The rightness or wrongness of the nuclear bombing of Nagasaki is settled not merely by establishing whether the intentions were free from hatred and were concerned only with long-term human wellbeing (including Japanese wellbeing) and whether the medium-term consequences were in many respects fairly likely to be good.  One must ask not only about intentions and circumstances but also about object: did the planners of the operation need for its success the destruction of (lots of) non-combatants and therefore choose their destruction as a means, that is, have that killing as their object (that is, in the broad sense of intention, as one of their intentions)?

I have been summarising in the language of the tradition – fully understood from a rigorously internal, moral, never merely physical or behavioural point of view –what John Paul II means by kind of behaviour, by human act, and by object of the human act when the recalls in Veritatis Splendor that there are 

acts which in the Church’s moral tradition have been termed ‘intrinsically evil’ (intrinsece malum); they are always and per se, in other words, on account of their very object, and quite apart from the ulterior intentions of the one acting and the circumstances. (80; also sec. 81)

 

So:  the main conclusion and central teaching of Veritatis Splendor is set out in sec. 79 and repeated almost verbatim in sec. 82:

One must therefore reject the thesis, characteristic of teleological and proportionalist theories, which holds that it is impossible to qualify as morally evil according to its species — its “object” — the deliberate choice of certain kinds of behaviour or specific acts, apart from a consideration of the intention for which the choice is made or the totality of the foreseeable consequences of that act for all persons concerned. (emphases in the original)

 

As a Magisterial act, this condemnation is rested primarily on the revealed scripture and tradition of Christian faith (49, 79, 81; see especially 1 Corinthians 6. 9-10).  But the Encyclical also outlines (without expounding) a philosophical critique of the relevant proportionalist or teleologist theories. Such theories propose to determine “proportions” among the “pre-moral” goods and evils expected to result from a choice, but Veritatis Splendor points out “the impossibility of evaluating all the good and evil consequences and effects” by any rational “weighing” or “measuring” (77). 
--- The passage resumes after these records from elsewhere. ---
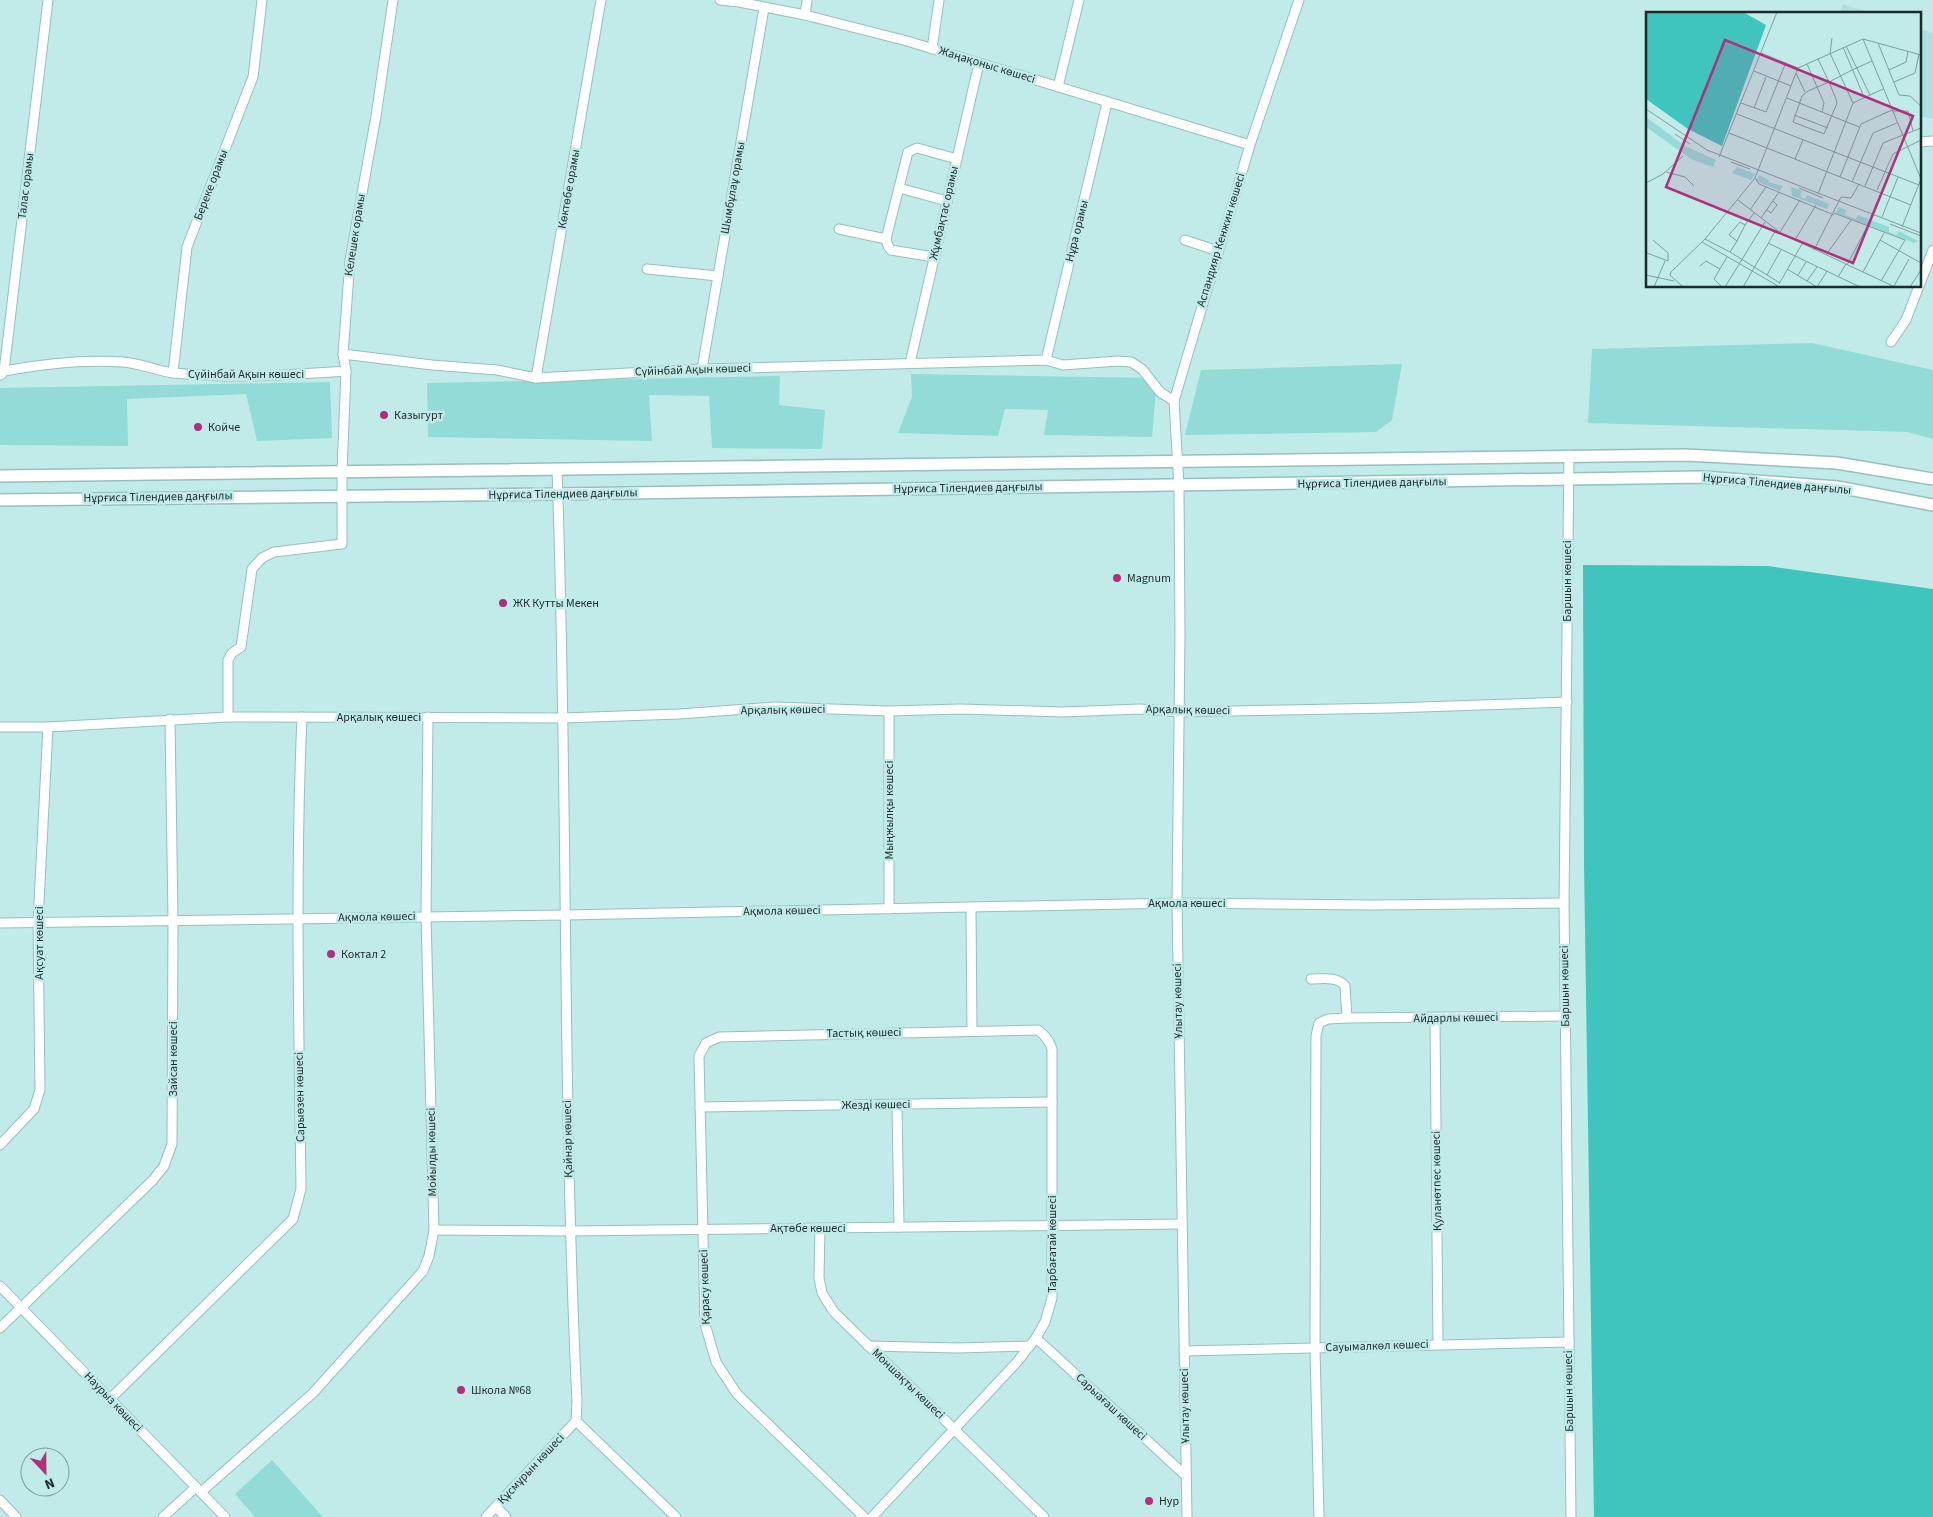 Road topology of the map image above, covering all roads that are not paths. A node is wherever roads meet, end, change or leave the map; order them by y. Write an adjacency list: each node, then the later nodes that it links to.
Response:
1 (48, 0): 39 (street, Талас орамы)
2 (262, 0): 38 (street, Береке орамы)
3 (393, 0): 33 (street, Келешек орамы)
4 (601, 0): 40 (street, Көктөбе орамы)
5 (720, 0): 10 (street, Жаңақоныс көшесі)
6 (807, 0): 11 (street)
7 (939, 0): 12 (street)
8 (1080, 0): 14 (street)
9 (1299, 0): 18 (street, Аспандияр Кенжин көшесі)
10 (764, 8): 11 (street, Жаңақоныс көшесі); 29 (street, Шымбұлаұ орамы)
11 (805, 15): 12 (street, Жаңақоныс көшесі)
12 (932, 49): 13 (street, Жаңақоныс көшесі)
13 (979, 63): 14 (street, Жаңақоныс көшесі); 19 (street, Жұмбақтас орамы)
14 (1058, 86): 15 (street, Жаңақоныс көшесі)
15 (1108, 102): 18 (street, Жаңақоныс көшесі); 34 (street, Нұра орамы)
16 (1933, 141): 17 (street)
17 (1920, 142)
18 (1250, 145): 26 (street, Аспандияр Кенжин көшесі)
19 (957, 159): 20 (street); 21 (street, Жұмбақтас орамы)
20 (899, 188): 21 (street); 23 (street)
21 (947, 201): 27 (street, Жұмбақтас орамы)
22 (839, 229): 23 (street)
23 (886, 239): 27 (street)
24 (1185, 240): 26 (street)
25 (1933, 250): 30 (street)
26 (1218, 251): 41 (street, Аспандияр Кенжин көшесі)
27 (934, 257): 35 (street, Жұмбақтас орамы)
28 (647, 269): 29 (street)
29 (718, 276): 36 (street, Шымбұлаұ орамы)
30 (1920, 283)
31 (1918, 288): 32 (street)
32 (1891, 342)
33 (343, 354): 37 (street, Келешек орамы); 40 (street, Сүйінбай Ақын көшесі)
34 (1046, 360): 35 (street, Сүйінбай Ақын көшесі); 41 (street, Сүйінбай Ақын көшесі)
35 (910, 364): 36 (street, Сүйінбай Ақын көшесі)
36 (702, 369): 40 (street, Сүйінбай Ақын көшесі)
37 (346, 371): 38 (street, Сүйінбай Ақын көшесі); 45 (street, Келешек орамы)
38 (173, 373): 39 (street, Сүйінбай Ақын көшесі)
39 (2, 374)
40 (536, 378)
41 (1174, 401): 43 (street, Аспандияр Кенжин көшесі)
42 (1569, 455): 43 (main road, Нұрғиса Тілендиев даңғылы); 47 (main road, Нұрғиса Тілендиев даңғылы); 48 (street, Баршын көшесі)
43 (1178, 461): 44 (main road, Нұрғиса Тілендиев даңғылы); 49 (street, Аспандияр Кенжин көшесі)
44 (557, 469): 45 (main road, Нұрғиса Тілендиев даңғылы); 50 (street, Қайнар көшесі)
45 (342, 472): 46 (main road, Нұрғиса Тілендиев даңғылы); 51 (street)
46 (0, 476)
47 (1933, 479)
48 (1567, 480): 49 (main road, Нұрғиса Тілендиев даңғылы); 53 (main road, Нұрғиса Тілендиев даңғылы); 54 (street, Баршын көшесі)
49 (1179, 486): 50 (main road, Нұрғиса Тілендиев даңғылы); 56 (street, Ұлытау көшесі)
50 (558, 494): 51 (main road, Нұрғиса Тілендиев даңғылы); 60 (street, Қайнар көшесі)
51 (342, 495): 52 (main road, Нұрғиса Тілендиев даңғылы); 57 (street)
52 (0, 500)
53 (1933, 505)
54 (1567, 702): 56 (street, Арқалық көшесі); 65 (street, Баршын көшесі)
55 (889, 711): 56 (street, Арқалық көшесі); 60 (street, Арқалық көшесі); 66 (street, Мыңжылқы көшесі)
56 (1180, 712): 64 (street, Ұлытау көшесі)
57 (228, 717): 58 (street, Арқалық көшесі); 61 (street, Арқалық көшесі)
58 (302, 717): 59 (street, Арқалық көшесі); 70 (street, Сарыөзен көшесі)
59 (428, 717): 60 (street, Арқалық көшесі); 69 (street, Мойылды көшесі)
60 (563, 718): 68 (street, Қайнар көшесі)
61 (170, 719): 63 (street, Арқалық көшесі); 71 (street, Зайсан көшесі)
62 (0, 727): 63 (street, Арқалық көшесі)
63 (48, 727): 72 (street, Ақсуат көшесі)
64 (1177, 903): 65 (street, Ақмола көшесі); 67 (street, Ақмола көшесі); 85 (street, Ұлытау көшесі)
65 (1564, 903): 75 (street, Баршын көшесі)
66 (889, 908): 67 (street, Ақмола көшесі); 68 (street, Ақмола көшесі)
67 (971, 908): 79 (street)
68 (566, 915): 69 (street, Ақмола көшесі); 91 (street, Қайнар көшесі)
69 (426, 916): 70 (street, Ақмола көшесі); 90 (street, Мойылды көшесі)
70 (298, 918): 71 (street, Ақмола көшесі); 102 (street, Сарыөзен көшесі)
71 (173, 920): 72 (street, Ақмола көшесі); 93 (street, Зайсан көшесі)
72 (38, 922): 73 (street, Ақмола көшесі); 84 (street, Ақсуат көшесі)
73 (0, 923)
74 (1310, 978): 76 (street)
75 (1565, 1016): 77 (street, Айдарлы көшесі); 96 (street, Баршын көшесі)
76 (1347, 1018): 77 (street, Айдарлы көшесі); 100 (street, Айдарлы көшесі)
77 (1435, 1018): 97 (street, Қуланөтпес көшесі)
78 (1038, 1030): 79 (street, Тастық көшесі); 81 (street, Тарбағатай көшесі)
79 (972, 1031): 80 (street, Тастық көшесі)
80 (699, 1056): 83 (street, Қарасу көшесі)
81 (1052, 1102): 82 (street, Жезді көшесі); 86 (street, Тарбағатай көшесі)
82 (897, 1105): 83 (street, Жезді көшесі); 87 (street)
83 (700, 1107): 88 (street, Қарасу көшесі)
84 (0, 1145)
85 (1182, 1224): 86 (street, Ақтөбе көшесі); 101 (street, Ұлытау көшесі)
86 (1052, 1225): 87 (street, Ақтөбе көшесі); 95 (street, Тарбағатай көшесі)
87 (899, 1227): 89 (street, Ақтөбе көшесі)
88 (704, 1228): 89 (street, Ақтөбе көшесі); 91 (street, Ақтөбе көшесі); 115 (street, Қарасу көшесі)
89 (820, 1229): 98 (street, Моншақты көшесі)
90 (434, 1230): 91 (street, Ақтөбе көшесі); 106 (street, Мойылды көшесі)
91 (569, 1231): 103 (street, Қайнар көшесі)
92 (0, 1286): 93 (street, Наурыз көшесі)
93 (22, 1308): 94 (street, Зайсан көшесі); 102 (street, Наурыз көшесі)
94 (0, 1328)
95 (1036, 1338): 99 (street, Тарбағатай көшесі); 105 (street, Сарыағаш көшесі)
96 (1569, 1342): 97 (street, Сауымалкөл көшесі); 120 (street, Баршын көшесі)
97 (1438, 1344): 100 (street, Сауымалкөл көшесі)
98 (868, 1346): 99 (street); 104 (street, Моншақты көшесі)
99 (1030, 1346): 104 (street, Тарбағатай көшесі)
100 (1315, 1348): 101 (street, Сауымалкөл көшесі); 119 (street)
101 (1184, 1350): 105 (street, Ұлытау көшесі)
102 (110, 1399): 106 (street, Наурыз көшесі)
103 (576, 1421): 108 (street, Құсмұрын көшесі); 114 (street)
104 (954, 1430): 116 (street, Тарбағатай көшесі); 117 (street, Моншақты көшесі)
105 (1186, 1476): 118 (street, Ұлытау көшесі)
106 (199, 1489): 110 (street, Мойылды көшесі); 111 (street, Наурыз көшесі)
107 (0, 1500): 109 (street)
108 (496, 1506): 112 (street, Құсмұрын көшесі); 113 (street)
109 (16, 1517)
110 (163, 1517)
111 (225, 1517)
112 (486, 1517)
113 (506, 1517)
114 (676, 1517)
115 (864, 1517)
116 (872, 1517)
117 (1044, 1517)
118 (1187, 1517)
119 (1319, 1517)
120 (1571, 1517) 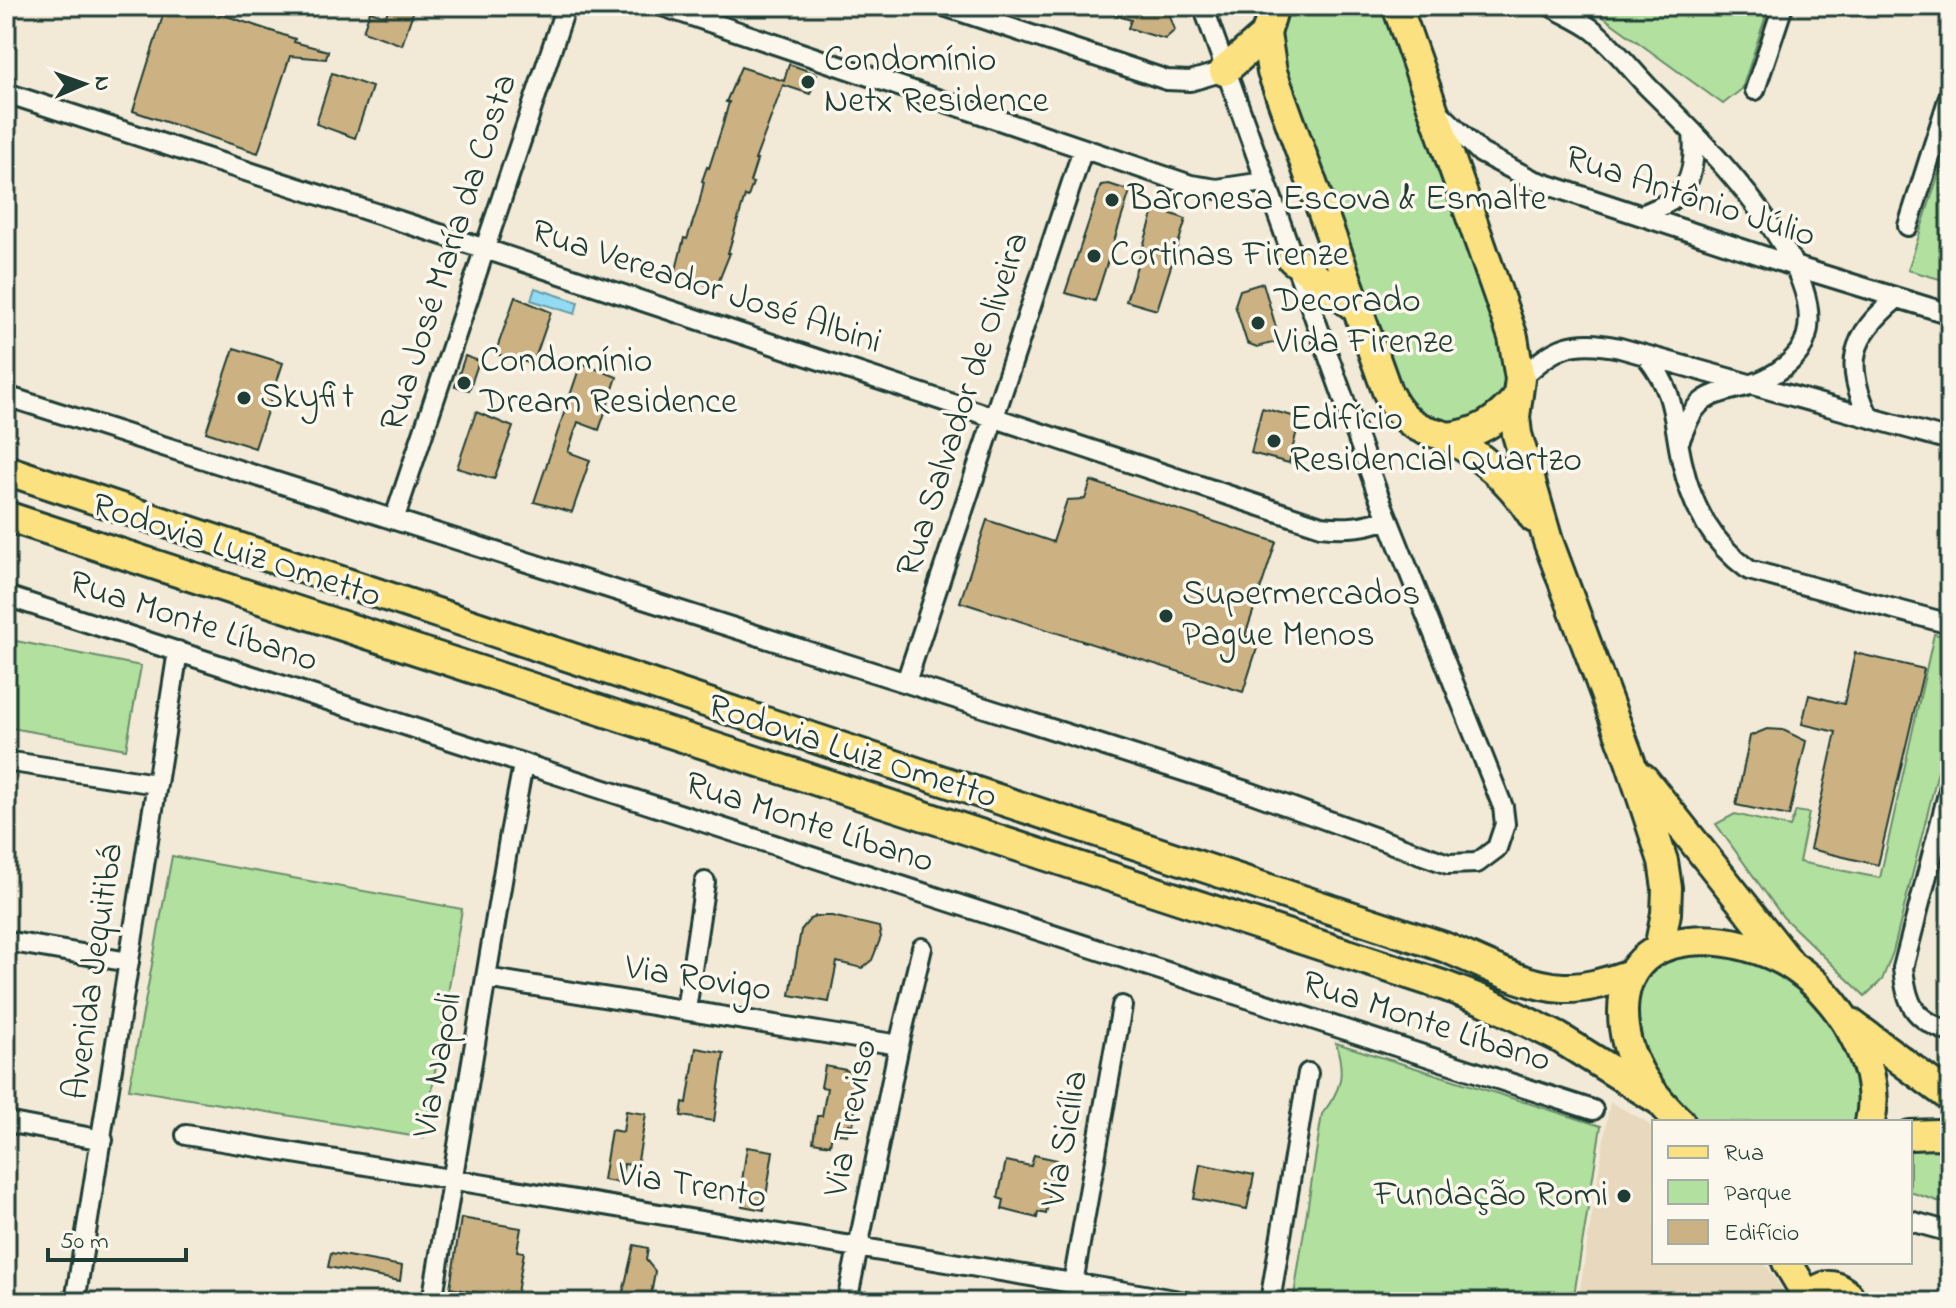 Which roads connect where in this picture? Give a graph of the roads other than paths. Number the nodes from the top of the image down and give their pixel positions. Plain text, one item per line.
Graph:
1 (566, 6) edge
2 (662, 6) edge
3 (944, 6) edge
4 (1203, 6) edge
5 (1397, 6) edge
6 (1551, 6) edge
7 (1783, 6) edge
8 (968, 10) edge
9 (1272, 14) edge
10 (1224, 71) junction
11 (1755, 90) dead end
12 (6, 93) edge
13 (1432, 104) junction
14 (1949, 104) edge
15 (1693, 132) junction
16 (1083, 149) junction
17 (1264, 182) junction
18 (1641, 215) junction
19 (1908, 226) dead end
20 (484, 248) junction
21 (1292, 259) junction
22 (1794, 266) junction
23 (1896, 299) junction
24 (1356, 307) junction
25 (1950, 314) edge
26 (1647, 357) junction
27 (1752, 385) junction
28 (1519, 389) junction
29 (6, 396) edge
30 (994, 417) junction
31 (1869, 417) junction
32 (1447, 437) junction
33 (1950, 440) edge
34 (1679, 442) junction
35 (6, 470) edge
36 (6, 516) edge
37 (1388, 519) junction
38 (394, 520) junction
39 (1548, 541) junction
40 (6, 596) edge
41 (1950, 624) edge
42 (178, 651) junction
43 (906, 682) junction
44 (6, 761) edge
45 (1630, 761) junction
46 (523, 765) junction
47 (156, 784) junction
48 (1950, 786) edge
49 (705, 882) dead end
50 (6, 941) edge
51 (922, 948) dead end
52 (1659, 949) junction
53 (129, 962) junction
54 (1792, 965) junction
55 (1631, 974) junction
56 (486, 978) junction
57 (1122, 1006) dead end
58 (686, 1010) junction
59 (1845, 1020) junction
60 (1950, 1032) edge
61 (899, 1045) junction
62 (1308, 1073) dead end
63 (1950, 1097) edge
64 (1657, 1099) junction
65 (1593, 1110) dead end
66 (1678, 1120) edge
67 (1870, 1120) edge
68 (6, 1122) edge
69 (186, 1135) dead end
70 (1912, 1135) edge
71 (1950, 1137) edge
72 (103, 1140) junction
73 (452, 1179) junction
74 (1912, 1222) edge
75 (1950, 1232) edge
76 (858, 1247) junction
77 (1788, 1264) edge
78 (1837, 1264) edge
79 (1073, 1283) junction
80 (1849, 1299) edge
81 (75, 1302) edge
82 (432, 1302) edge
83 (847, 1302) edge
84 (1186, 1302) edge
85 (1270, 1302) edge
86 (1813, 1302) edge

1 - 20 street, Rua José María da Costa
2 - 16 street
3 - 8 street
4 - 10 street
5 - 13 main road
6 - 15 street
7 - 11 street
8 - 10 street
9 - 10 main road
9 - 24 main road
10 - 17 street
12 - 20 street, Rua Vereador José Albini
13 - 18 street, Rua Antônio Júlio
13 - 28 main road
14 - 19 street
15 - 18 street
15 - 22 street
16 - 17 street
16 - 30 street, Rua Salvador de Oliveira
17 - 21 street
18 - 22 street, Rua Antônio Júlio
20 - 30 street, Rua Vereador José Albini
20 - 38 street, Rua José María da Costa
21 - 24 main road
21 - 37 street
22 - 23 street, Rua Antônio Júlio
22 - 27 street
23 - 25 street, Rua Antônio Júlio
23 - 31 street
24 - 32 main road
26 - 27 street
26 - 28 street
26 - 34 street
27 - 31 street
27 - 34 street
28 - 32 main road
28 - 39 main road
29 - 38 street
30 - 37 street, Rua Vereador José Albini
30 - 43 street, Rua Salvador de Oliveira
31 - 33 street
32 - 39 main road
34 - 41 street
35 - 55 main road, Rodovia Luiz Ometto
36 - 64 main road, Rodovia Luiz Ometto
37 - 43 street
38 - 43 street
39 - 45 main road
40 - 42 street, Rua Monte Líbano
42 - 46 street, Rua Monte Líbano
42 - 47 street, Avenida Jequitibá
44 - 47 street
45 - 52 main road
45 - 54 main road
46 - 56 street, Via Napoli
46 - 65 street, Rua Monte Líbano
47 - 53 street, Avenida Jequitibá
48 - 60 street
49 - 58 street
50 - 53 street
51 - 61 street, Via Treviso
52 - 54 main road
52 - 55 main road
53 - 72 street, Avenida Jequitibá
54 - 59 main road
55 - 64 main road
56 - 58 street, Via Rovigo
56 - 73 street, Via Napoli
57 - 79 street, Via Sicília
58 - 61 street, Via Rovigo
59 - 63 main road
59 - 67 main road
61 - 76 street, Via Treviso
62 - 85 street
64 - 66 main road
68 - 72 street
69 - 73 street, Via Trento
70 - 71 main road
72 - 81 street, Avenida Jequitibá
73 - 76 street, Via Trento
73 - 82 street, Via Napoli
74 - 75 street
76 - 79 street, Via Trento
76 - 83 street, Via Treviso
77 - 86 main road
78 - 80 main road
79 - 84 street, Via Trento
80 - 86 main road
We might put it like this.  The goods and harms which are intrinsic to persons and their associations only begin in this life, and simply cannot be weighed against one another in the way the proportionalists proposed, that is, by using one’s reason but making no use of moral standards in the process of assessing.  Human providence and assessment can never soundly conclude that a choice to kill an innocent person or to engage in adultery will result in less harm overall and in the long run than the choice to refrain.  Among the reasons blocking such a conclusion is a fact, a truth recalled more than once in Veritatis Splendor, and central to The Acting Person.  The truth is that in choosing to do acts of the kinds identified by the Christian and central philosophical tradition as intrinsically evil, one is not merely choosing to produce the changes that Veritatis Splendor 71 calls changes “in the state of affairs outside of” the will of the acting person – the choice’s “transitive” effects.  One is also making what Veritatis Splendor 65 calls “a decision about oneself” – creating thus an “intransitive” effect: constituting oneself the sort of person who does such things. Unless one repents, the consequences of such self-determination continue in this world indefinitely (that is, without limit of time), and into eternity, already now.  Even the this-worldly implications and results of forming such a willingness, and of other persons’ approving of it (and so becoming themselves conditionally willing to act likewise), entirely elude all proportionalist or consequentialist efforts to weigh and – by reason and without decisive appeal to moral principles – assess the balance of “pre-moral” good and bad consequences of the choice.

That is the relevance of such choices and acts to eternal life.  And I think the person a fragment of whose work this lecture has been considering would think this a fitting place at which to finish.”